The next time you and your teen have an argument on a school night, take the opportunity to check-in on what’s happened for your child during the school day. Chances are they’ve already had a war of words with friends before arriving home.
A new study has found that that adolescents have more arguments with parents and other family members on days they’ve had conflict with peers, and vice versa.
The research, published in the September–October edition of the journal Child Development, also found that the spill-over affect of family fights lasted longer than school fights. Family conflict spilled over into peer relationships for up to two days after, while peer conflict influenced arguments at home just until the following day.

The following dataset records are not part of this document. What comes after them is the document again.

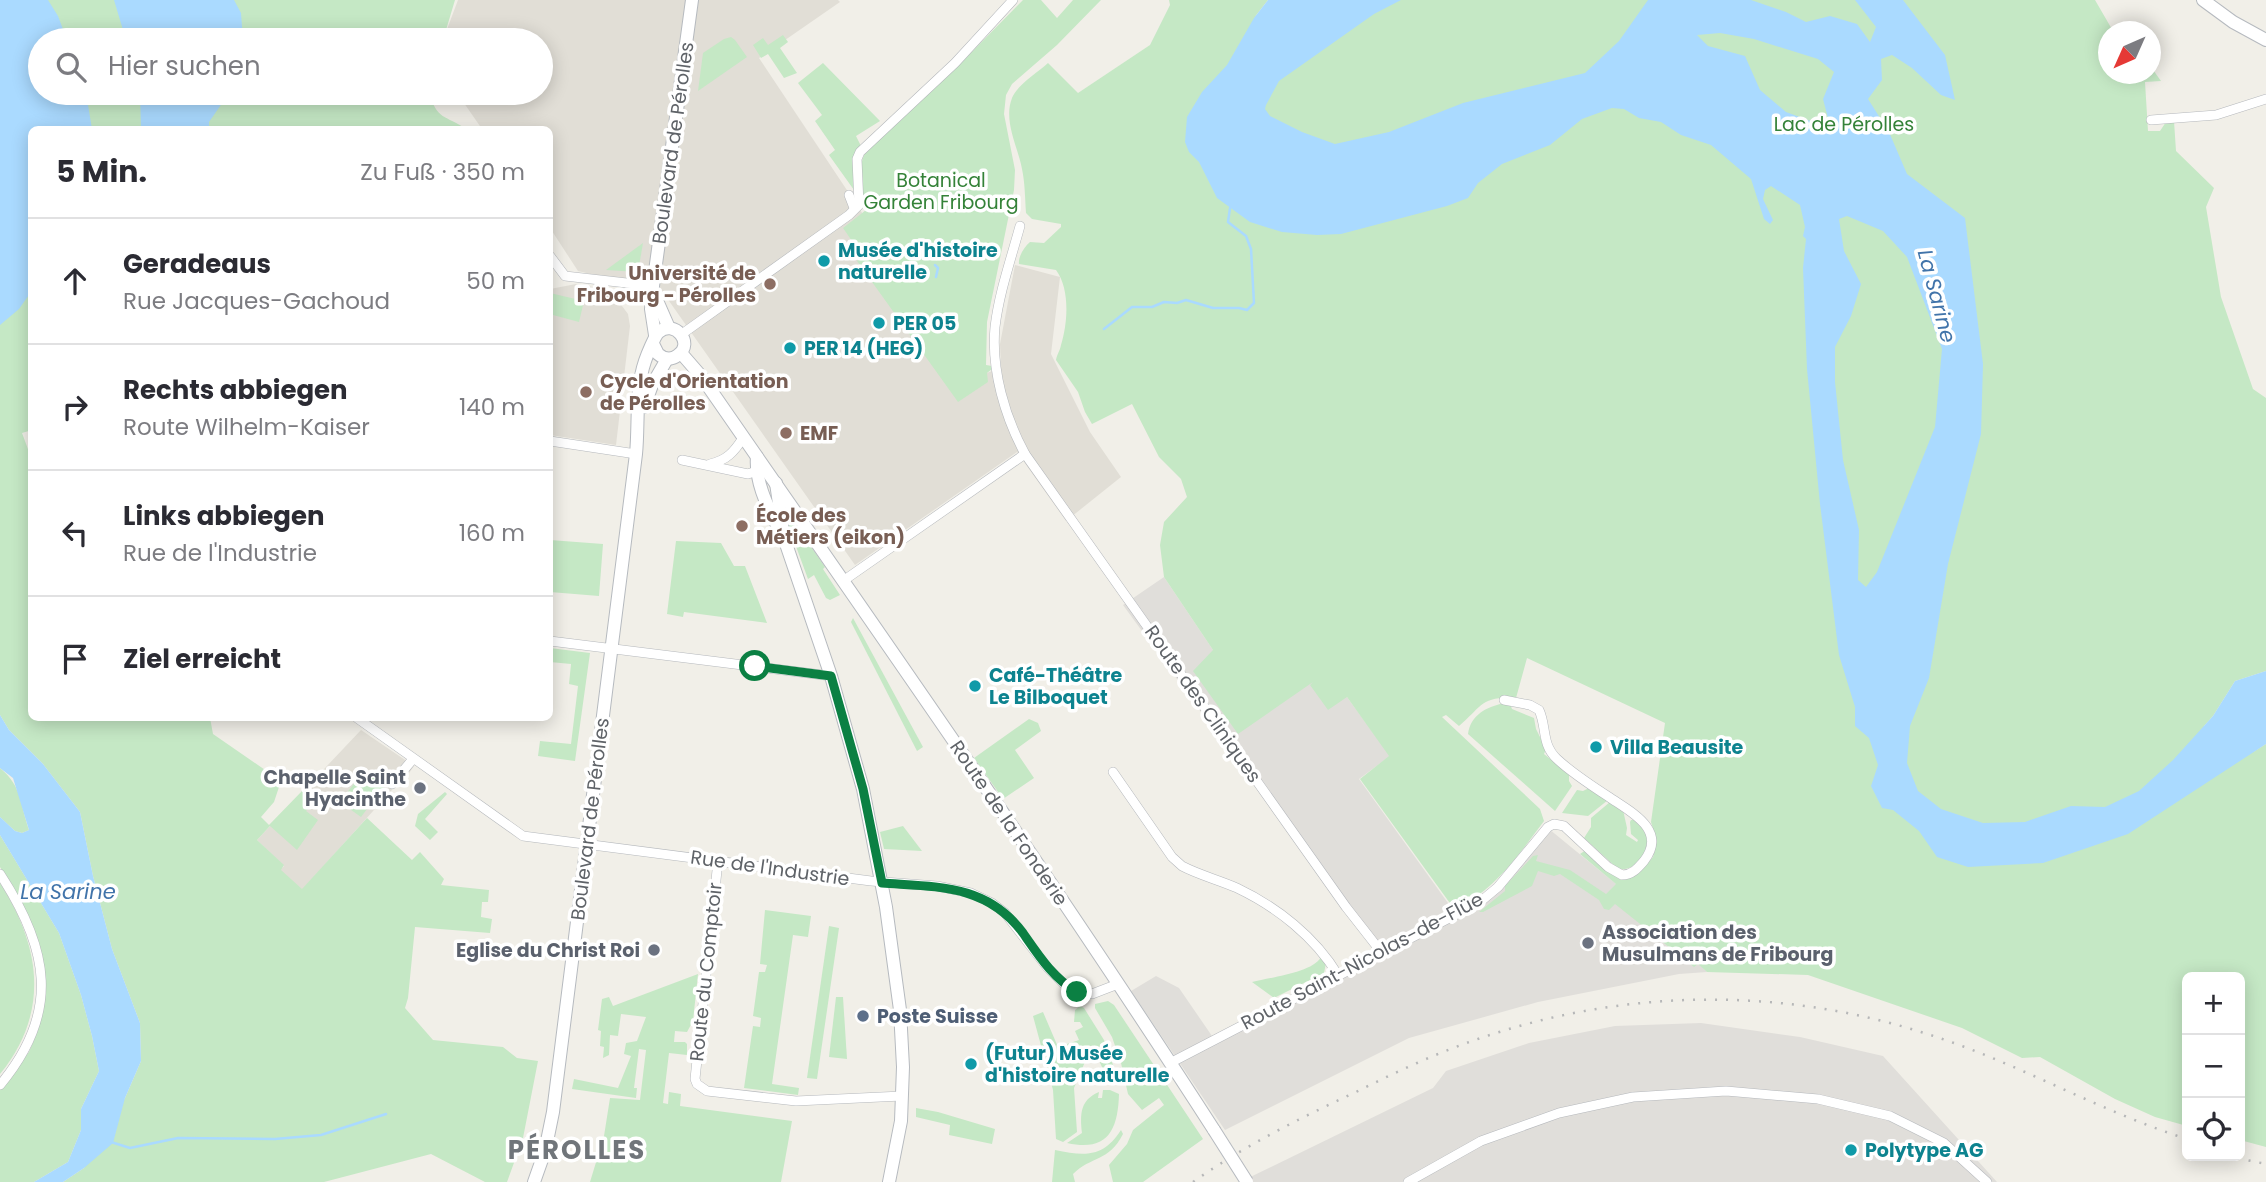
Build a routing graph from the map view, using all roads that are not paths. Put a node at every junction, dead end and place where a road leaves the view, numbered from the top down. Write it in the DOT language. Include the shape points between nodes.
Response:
graph roads {
  1 [pos="692,0"];
  2 [pos="1013,0"];
  3 [pos="2203,0"];
  4 [pos="2266,40"];
  5 [pos="2266,99"];
  6 [pos="2151,120"];
  7 [pos="849,195"];
  8 [pos="854,208"];
  9 [pos="1020,226"];
  10 [pos="553,260"];
  11 [pos="653,286"];
  12 [pos="669,328"];
  13 [pos="681,334"];
  14 [pos="654,340"];
  15 [pos="681,353"];
  16 [pos="667,359"];
  17 [pos="639,428"];
  18 [pos="743,438"];
  19 [pos="553,441"];
  20 [pos="636,454"];
  21 [pos="1025,454"];
  22 [pos="682,460"];
  23 [pos="709,465"];
  24 [pos="761,470"];
  25 [pos="776,483"];
  26 [pos="783,538"];
  27 [pos="843,581"];
  28 [pos="553,641"];
  29 [pos="611,648"];
  30 [pos="831,676"];
  31 [pos="1504,700"];
  32 [pos="361,721"];
  33 [pos="413,759"];
  34 [pos="1112,772"];
  35 [pos="392,784"];
  36 [pos="587,845"];
  37 [pos="718,861"];
  38 [pos="0,874"];
  39 [pos="882,883"];
  40 [pos="1382,953"];
  41 [pos="1338,975"];
  42 [pos="1118,984"];
  43 [pos="1170,1062"];
  44 [pos="0,1085"];
  45 [pos="902,1096"];
  46 [pos="534,1182"];
  47 [pos="889,1182"];
  48 [pos="1247,1182"];
  49 [pos="1408,1182"];
  50 [pos="1987,1182"];
  1 -- 11 [label="main road, Boulevard de Pérolles"];
  2 -- 8 [label="street" via="955,63 860,152 859,205"];
  3 -- 4 [label="main road"];
  5 -- 6 [label="street" via="2216,115"];
  7 -- 8 [label="street"];
  8 -- 13 [label="street" via="796,255"];
  9 -- 21 [label="street, Route des Cliniques" via="996,327 995,360 1009,418"];
  10 -- 11 [label="street" via="565,276"];
  11 -- 12 [label="main road"];
  11 -- 14 [label="main road, Boulevard de Pérolles"];
  12 -- 13 [label="main road"];
  12 -- 14 [label="main road"];
  13 -- 15 [label="main road"];
  14 -- 16 [label="main road" via="658,354"];
  14 -- 17 [label="main road, Boulevard de Pérolles" via="642,370"];
  15 -- 16 [label="main road"];
  15 -- 18 [label="main road, Route de la Fonderie"];
  16 -- 17 [label="main road, Boulevard de Pérolles" via="648,395"];
  17 -- 20 [label="main road, Boulevard de Pérolles"];
  18 -- 23 [label="street" via="732,454"];
  18 -- 24 [label="main road, Route de la Fonderie"];
  19 -- 20 [label="street"];
  20 -- 29 [label="main road, Boulevard de Pérolles"];
  21 -- 27 [label="street"];
  21 -- 40 [label="street, Route des Cliniques"];
  22 -- 23 [label="street"];
  23 -- 24 [label="street" via="748,474"];
  24 -- 25 [label="main road, Route de la Fonderie"];
  24 -- 26 [label="main road"];
  25 -- 26 [label="main road"];
  25 -- 27 [label="main road, Route de la Fonderie"];
  26 -- 30 [label="main road"];
  27 -- 42 [label="main road, Route de la Fonderie"];
  28 -- 29 [label="street"];
  29 -- 30 [label="street"];
  29 -- 36 [label="main road, Boulevard de Pérolles"];
  30 -- 39 [label="main road" via="863,789"];
  31 -- 40 [label="street, Route Saint-Nicolas-de-Flüe" via="1539,710 1545,740 1555,758 1643,822 1651,834 1650,852 1633,873 1622,875 1563,826 1554,824 1480,902"];
  32 -- 33 [label="street, Rue de l'Industrie"];
  33 -- 35 [label="street"];
  33 -- 36 [label="street, Rue de l'Industrie" via="523,836"];
  34 -- 41 [label="street" via="1172,857 1193,872 1262,901 1305,934"];
  36 -- 37 [label="street, Rue de l'Industrie"];
  36 -- 46 [label="main road, Boulevard de Pérolles" via="552,1123"];
  37 -- 39 [label="street, Rue de l'Industrie"];
  37 -- 45 [label="street, Route du Comptoir" via="697,1084 706,1091 796,1101"];
  38 -- 44 [label="street" via="27,923 41,973 34,1031 18,1063"];
  39 -- 42 [label="street, Rue de l'Industrie" via="971,893 1005,912 1064,984 1091,994"];
  39 -- 45 [label="main road" via="900,1010"];
  40 -- 41 [label="street, Route Saint-Nicolas-de-Flüe"];
  41 -- 43 [label="street, Route Saint-Nicolas-de-Flüe"];
  42 -- 43 [label="main road, Route de la Fonderie"];
  43 -- 48 [label="main road, Route de la Fonderie, bridge"];
  45 -- 47 [label="main road"];
  49 -- 50 [label="street" via="1481,1141 1559,1113 1633,1097 1726,1091 1818,1099 1890,1116 1944,1143"];
}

“Every parent of a teen knows these years can get a little emotional,” said Andrew Fuligni, a UCLA professor of psychiatry and one of the authors of the study.

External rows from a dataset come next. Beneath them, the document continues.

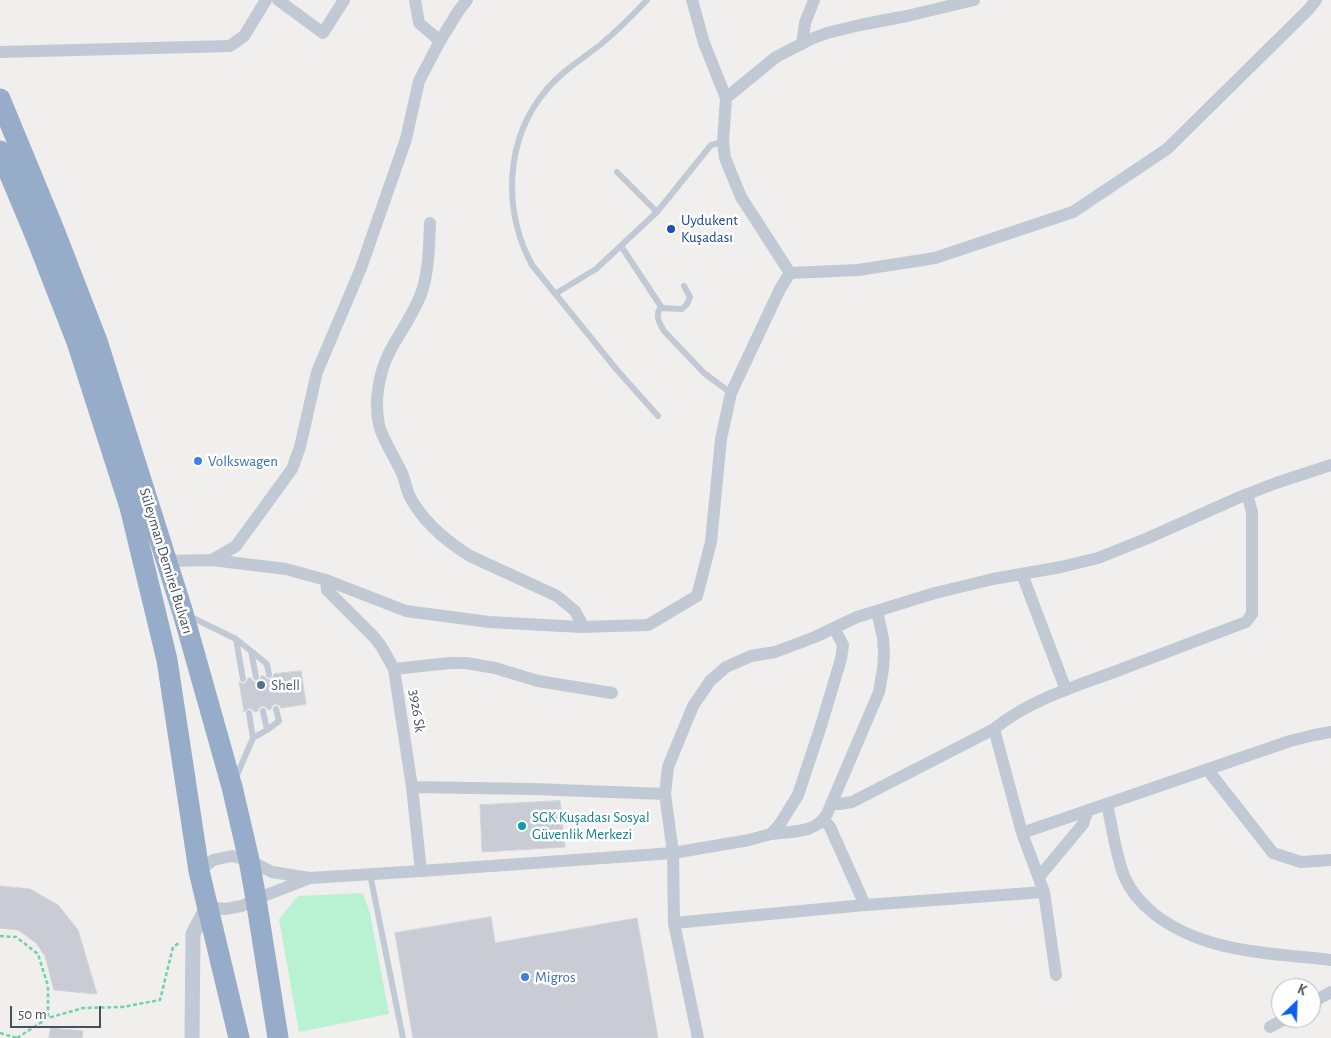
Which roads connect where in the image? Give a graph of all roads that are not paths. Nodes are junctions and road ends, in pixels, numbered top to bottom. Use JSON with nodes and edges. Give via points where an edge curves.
{"nodes":[{"id":1,"x":266,"y":0,"type":"edge"},
{"id":2,"x":278,"y":0,"type":"edge"},
{"id":3,"x":344,"y":0,"type":"edge"},
{"id":4,"x":415,"y":0,"type":"edge"},
{"id":5,"x":467,"y":0,"type":"edge"},
{"id":6,"x":647,"y":0,"type":"edge"},
{"id":7,"x":692,"y":0,"type":"edge"},
{"id":8,"x":814,"y":0,"type":"edge"},
{"id":9,"x":974,"y":0,"type":"edge"},
{"id":10,"x":1316,"y":0,"type":"edge"},
{"id":11,"x":440,"y":41,"type":"junction"},
{"id":12,"x":802,"y":44,"type":"junction"},
{"id":13,"x":0,"y":52,"type":"edge"},
{"id":14,"x":726,"y":98,"type":"junction"},
{"id":15,"x":0,"y":99,"type":"edge"},
{"id":16,"x":724,"y":142,"type":"junction"},
{"id":17,"x":0,"y":151,"type":"edge"},
{"id":18,"x":617,"y":172,"type":"dead end"},
{"id":19,"x":657,"y":212,"type":"junction"},
{"id":20,"x":430,"y":223,"type":"dead end"},
{"id":21,"x":620,"y":246,"type":"junction"},
{"id":22,"x":790,"y":273,"type":"junction"},
{"id":23,"x":684,"y":286,"type":"dead end"},
{"id":24,"x":555,"y":294,"type":"junction"},
{"id":25,"x":662,"y":308,"type":"junction"},
{"id":26,"x":731,"y":393,"type":"junction"},
{"id":27,"x":658,"y":416,"type":"dead end"},
{"id":28,"x":1331,"y":465,"type":"edge"},
{"id":29,"x":1247,"y":494,"type":"junction"},
{"id":30,"x":212,"y":560,"type":"junction"},
{"id":31,"x":166,"y":561,"type":"junction"},
{"id":32,"x":1022,"y":574,"type":"junction"},
{"id":33,"x":326,"y":580,"type":"junction"},
{"id":34,"x":877,"y":611,"type":"junction"},
{"id":35,"x":183,"y":613,"type":"junction"},
{"id":36,"x":581,"y":627,"type":"junction"},
{"id":37,"x":834,"y":628,"type":"junction"},
{"id":38,"x":236,"y":640,"type":"junction"},
{"id":39,"x":251,"y":651,"type":"junction"},
{"id":40,"x":394,"y":669,"type":"junction"},
{"id":41,"x":269,"y":675,"type":"dead end"},
{"id":42,"x":256,"y":677,"type":"dead end"},
{"id":43,"x":243,"y":679,"type":"dead end"},
{"id":44,"x":1066,"y":690,"type":"junction"},
{"id":45,"x":612,"y":693,"type":"dead end"},
{"id":46,"x":276,"y":709,"type":"dead end"},
{"id":47,"x":264,"y":711,"type":"dead end"},
{"id":48,"x":249,"y":713,"type":"dead end"},
{"id":49,"x":994,"y":729,"type":"junction"},
{"id":50,"x":267,"y":730,"type":"junction"},
{"id":51,"x":1331,"y":732,"type":"edge"},
{"id":52,"x":253,"y":738,"type":"junction"},
{"id":53,"x":1207,"y":769,"type":"junction"},
{"id":54,"x":232,"y":787,"type":"junction"},
{"id":55,"x":412,"y":787,"type":"junction"},
{"id":56,"x":665,"y":794,"type":"junction"},
{"id":57,"x":831,"y":804,"type":"junction"},
{"id":58,"x":1107,"y":804,"type":"junction"},
{"id":59,"x":1088,"y":810,"type":"junction"},
{"id":60,"x":824,"y":819,"type":"junction"},
{"id":61,"x":1022,"y":833,"type":"junction"},
{"id":62,"x":771,"y":834,"type":"junction"},
{"id":63,"x":672,"y":853,"type":"junction"},
{"id":64,"x":249,"y":860,"type":"junction"},
{"id":65,"x":1331,"y":860,"type":"edge"},
{"id":66,"x":199,"y":871,"type":"junction"},
{"id":67,"x":421,"y":871,"type":"junction"},
{"id":68,"x":370,"y":874,"type":"junction"},
{"id":69,"x":1039,"y":877,"type":"junction"},
{"id":70,"x":310,"y":878,"type":"junction"},
{"id":71,"x":1044,"y":892,"type":"junction"},
{"id":72,"x":256,"y":899,"type":"junction"},
{"id":73,"x":865,"y":905,"type":"junction"},
{"id":74,"x":208,"y":907,"type":"junction"},
{"id":75,"x":674,"y":923,"type":"junction"},
{"id":76,"x":1331,"y":960,"type":"edge"},
{"id":77,"x":1056,"y":975,"type":"dead end"},
{"id":78,"x":192,"y":1038,"type":"edge"},
{"id":79,"x":239,"y":1038,"type":"edge"},
{"id":80,"x":278,"y":1038,"type":"edge"},
{"id":81,"x":403,"y":1038,"type":"edge"},
{"id":82,"x":698,"y":1038,"type":"edge"}],
"edges":[{"from":1,"to":13,"type":"street","via":[[244,36],[230,46]]},
{"from":2,"to":3,"type":"street","via":[[323,33]]},
{"from":4,"to":11,"type":"street","via":[[419,22]]},
{"from":5,"to":11,"type":"street"},
{"from":6,"to":24,"type":"lane","via":[[616,31],[547,88],[530,112],[519,138],[512,179],[516,223],[530,260]]},
{"from":7,"to":14,"type":"street","via":[[704,43]]},
{"from":8,"to":12,"type":"street","via":[[805,23]]},
{"from":9,"to":12,"type":"street","via":[[827,33]]},
{"from":10,"to":22,"type":"street","via":[[1167,149],[1072,212],[935,258],[858,270]]},
{"from":11,"to":30,"type":"street","via":[[419,81],[406,139],[367,250],[317,372],[292,470],[236,546]]},
{"from":12,"to":14,"type":"street","via":[[776,57]]},
{"from":14,"to":16,"type":"street"},
{"from":15,"to":31,"type":"highway","name":"Süleyman Demirel Bulvarı","via":[[97,341]]},
{"from":16,"to":19,"type":"lane","via":[[711,145]]},
{"from":16,"to":22,"type":"street","via":[[725,158],[741,197]]},
{"from":17,"to":66,"type":"highway","name":"Süleyman Demirel Bulvarı","via":[[77,342],[130,507],[167,660]]},
{"from":18,"to":19,"type":"lane"},
{"from":19,"to":21,"type":"lane"},
{"from":20,"to":36,"type":"street","via":[[427,268],[421,293],[390,352],[381,378],[378,415],[383,437],[409,494],[435,530],[470,556],[557,596],[575,611]]},
{"from":21,"to":24,"type":"lane","via":[[596,269]]},
{"from":21,"to":25,"type":"lane"},
{"from":22,"to":26,"type":"street"},
{"from":23,"to":25,"type":"lane","via":[[690,297],[685,307]]},
{"from":24,"to":27,"type":"lane"},
{"from":25,"to":26,"type":"lane","via":[[657,314],[664,331],[704,373]]},
{"from":26,"to":36,"type":"street","via":[[721,439],[711,542],[697,596],[648,626]]},
{"from":28,"to":29,"type":"street"},
{"from":29,"to":32,"type":"street","via":[[1098,558]]},
{"from":29,"to":44,"type":"street","via":[[1252,512],[1252,614],[1246,622]]},
{"from":30,"to":31,"type":"street"},
{"from":30,"to":33,"type":"street","via":[[286,569]]},
{"from":31,"to":35,"type":"highway","name":"Süleyman Demirel Bulvarı"},
{"from":32,"to":34,"type":"street","via":[[935,593]]},
{"from":32,"to":44,"type":"street"},
{"from":33,"to":36,"type":"street","via":[[406,611],[489,622]]},
{"from":33,"to":40,"type":"street","name":"3926 Sk","via":[[327,590],[374,637]]},
{"from":34,"to":37,"type":"street"},
{"from":34,"to":57,"type":"street","via":[[883,638],[882,681]]},
{"from":35,"to":38,"type":"lane"},
{"from":35,"to":54,"type":"highway","name":"Süleyman Demirel Bulvarı"},
{"from":37,"to":56,"type":"street","via":[[775,652],[751,656],[726,667],[710,681],[693,706],[668,768]]},
{"from":37,"to":62,"type":"street","via":[[843,645],[841,660],[820,729],[798,796]]},
{"from":38,"to":39,"type":"lane"},
{"from":38,"to":43,"type":"lane"},
{"from":39,"to":41,"type":"lane","via":[[267,664]]},
{"from":39,"to":42,"type":"lane"},
{"from":40,"to":45,"type":"street","via":[[466,663],[538,681]]},
{"from":40,"to":55,"type":"street","name":"3926 Sk"},
{"from":44,"to":49,"type":"street","via":[[1013,715]]},
{"from":46,"to":50,"type":"lane","via":[[279,721]]},
{"from":47,"to":50,"type":"lane"},
{"from":48,"to":52,"type":"lane"},
{"from":49,"to":57,"type":"street","via":[[852,802]]},
{"from":49,"to":61,"type":"street"},
{"from":50,"to":52,"type":"lane"},
{"from":51,"to":53,"type":"street","via":[[1290,741]]},
{"from":52,"to":54,"type":"lane"},
{"from":53,"to":58,"type":"street"},
{"from":53,"to":65,"type":"street","via":[[1272,853],[1301,862]]},
{"from":54,"to":64,"type":"highway","name":"Süleyman Demirel Bulvarı"},
{"from":55,"to":56,"type":"street"},
{"from":55,"to":67,"type":"street","name":"3926 Sk"},
{"from":56,"to":63,"type":"street"},
{"from":57,"to":60,"type":"street"},
{"from":58,"to":59,"type":"street"},
{"from":58,"to":76,"type":"street","via":[[1125,878],[1141,902],[1158,916],[1180,931],[1224,947]]},
{"from":59,"to":61,"type":"street"},
{"from":59,"to":69,"type":"street","via":[[1083,824]]},
{"from":60,"to":62,"type":"street","via":[[806,830]]},
{"from":60,"to":73,"type":"street"},
{"from":61,"to":69,"type":"street"},
{"from":62,"to":63,"type":"street"},
{"from":63,"to":67,"type":"street"},
{"from":63,"to":75,"type":"street"},
{"from":64,"to":66,"type":"street","via":[[232,856],[213,860]]},
{"from":64,"to":70,"type":"street","via":[[272,872]]},
{"from":64,"to":72,"type":"highway","name":"Süleyman Demirel Bulvarı"},
{"from":66,"to":74,"type":"highway","name":"Süleyman Demirel Bulvarı"},
{"from":67,"to":68,"type":"street"},
{"from":68,"to":70,"type":"street"},
{"from":68,"to":81,"type":"lane"},
{"from":69,"to":71,"type":"street"},
{"from":70,"to":72,"type":"street"},
{"from":71,"to":73,"type":"street"},
{"from":71,"to":77,"type":"street"},
{"from":72,"to":74,"type":"street","via":[[225,909]]},
{"from":72,"to":80,"type":"highway","name":"Süleyman Demirel Bulvarı"},
{"from":73,"to":75,"type":"street"},
{"from":74,"to":78,"type":"street","via":[[193,934]]},
{"from":74,"to":79,"type":"highway","name":"Süleyman Demirel Bulvarı"},
{"from":75,"to":82,"type":"street"}]}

“Adolescents tend to respond with more extreme and negative emotions than do pre-adolescents or adults, probably because it’s the time in their lives when they are experiencing multiple transitions that might be stressful.” Andrew cited such things as puberty, dating and changing schools as examples of situations that cause stress for teenagers.
It also seems girls are more affected by family arguments than teenage boys. The study found that on days when teenagers argued with parents or other family members, girls experienced more peer conflict than boys.
While it might be difficult to not engage in an argument if your teenager begins the conflict, it might help to ask them if they’ve had a bad day at school with friends.